On Wed, Jan 12, 2011 at 11:03 AM, Tom R. [email protected]
wrote:
I wanted to throw out another idea that no one seems to be bringing
up, and this relates to a comment back about how CUDA is limited
because of the bus transfers. That’s not CUDA that is doing that but
the architecture of the machine and having the host (CPU) and device
(GPU) separated on a bus. That has nothing to do with CUDA as a
language.
I think the notion that the language is not the barrier (the hardware
architecture is) is precisely why I personally am more excited about
OpenCL as a language than CUDA per-se. CUDA is inherently tied to
nVidia hardware, and while is conceivable that CUDA will end up being
supported on a wider variety of CPU/GPU architectures (e.g. the
recently announced ‘Project Denver’), I don’t imagine it will ever
find support on non-nVidia hardware. OpenCL is, on the other hand,
enjoying support from a wide variety of hardware vendors (AMD/ATI,
nVidia, IBM, Intel, Apple, etc.), and was designed to run on a wide
variety of architectures (including a mix of CPU’s, GPU’s,
accelerator/DSP boards, etc.). In the long run it seems to me to be a
much better environment for dealing with heterogeneous computing, and
without bringing up any serious concerns about being tied to any
single vendor.
Currently, though, GPUs still have a place for certain applications,
even in signal processing and radio.
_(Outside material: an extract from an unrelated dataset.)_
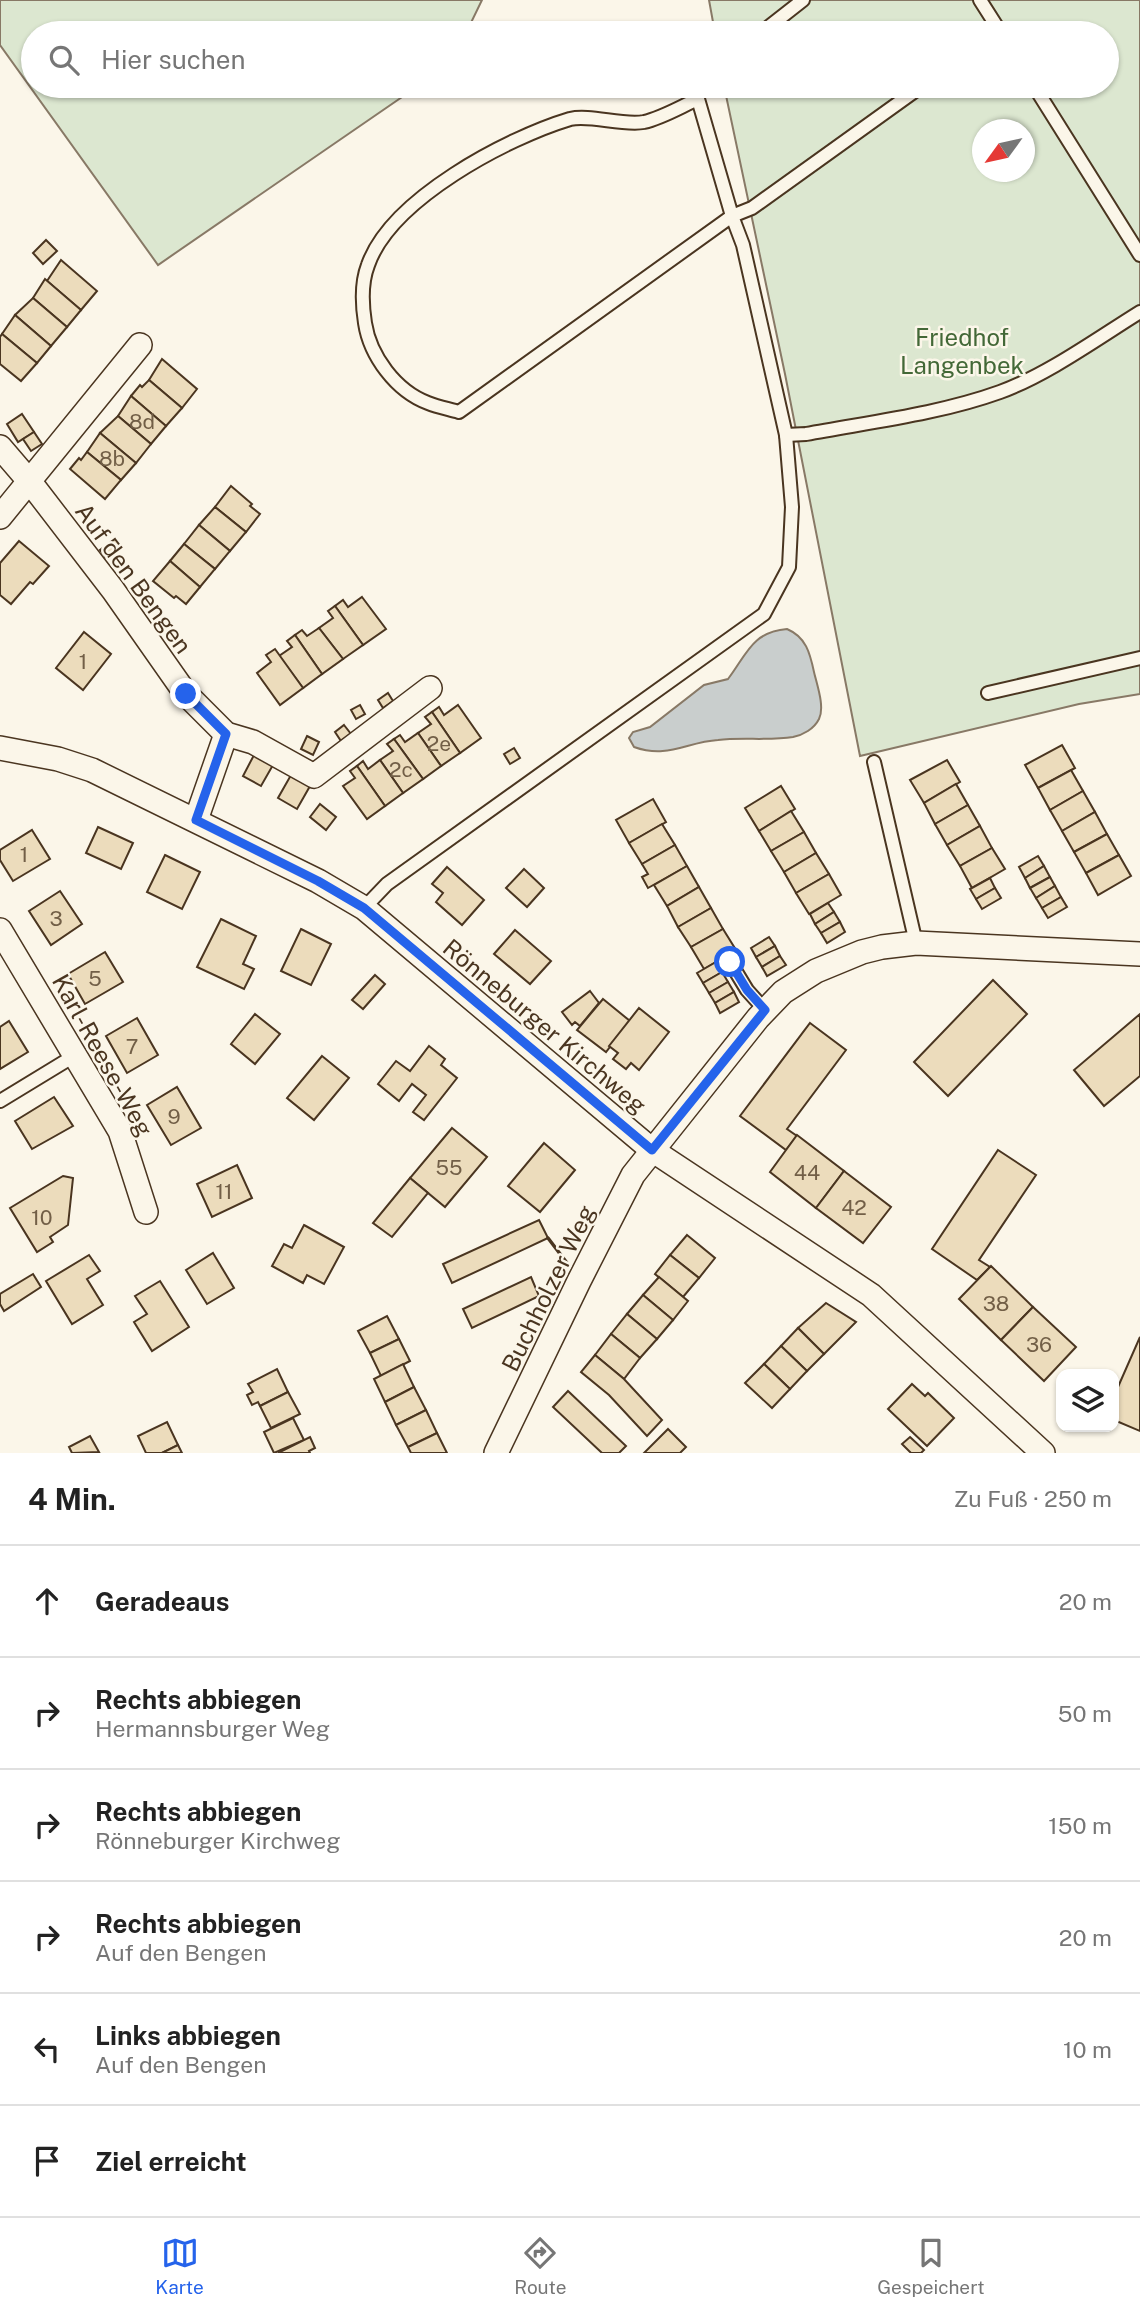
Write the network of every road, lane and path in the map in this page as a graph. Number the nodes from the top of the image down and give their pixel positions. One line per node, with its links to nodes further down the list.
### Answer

They are not a panacea for
improving the performance of all signal processing applications, but
if you understand the limitations and where they benefit you, you can
get some really good gains out of them. I’m excited about anyone
researching and experimenting in this area and very hopeful for the
future use of any knowledge and expertise we can generate now.
Tom
Agreed. Having spent some time on working with OpenCL on GPU’s for
solving a different sort of problem, I completely agree they are both
powerful, and not a silver bullet.
I would like to echo some of the previous comments: replacing single
processing blocks in a flowgraph with a drop-in CUDA/OpenCL
replacement is not likely to lead to any significant gains. It may
relieve some of the work the CPU has to do (and thus be a net gain in
terms of total samples that can be processed without dropping any on
the floor), but I suspect Steve is correct: the big gains will be made
in either applications requiring large filtering/channelizers/etc. or
with complete RX and/or TX chains written in OpenCL, and GNURadio
merely acting as a shuttle from the USRPx/UHD-enabled source/sink and
the smaller trickle of bits coming back out (or going in). If that is
the case, I think the follow-on question becomes: does GNURadio need
to do anything to support OpenCL/CUDA/etc. enabled applications, or is
everyone that is doing that sort of work simply writing their own
custom block to interface with their custom OpenCL/CUDA/etc. kernel,
since they are likely going to have to do all sorts of nasty
optimization tricks to get the best performance for their particular
application anyways? Or can a common block serve as a generic
interface, which loads whatever custom kernel needs to be written, and
works well enough in 90% of the cases? I’d like to think the latter is
true, but I don’t have any evidence as of yet that it might be.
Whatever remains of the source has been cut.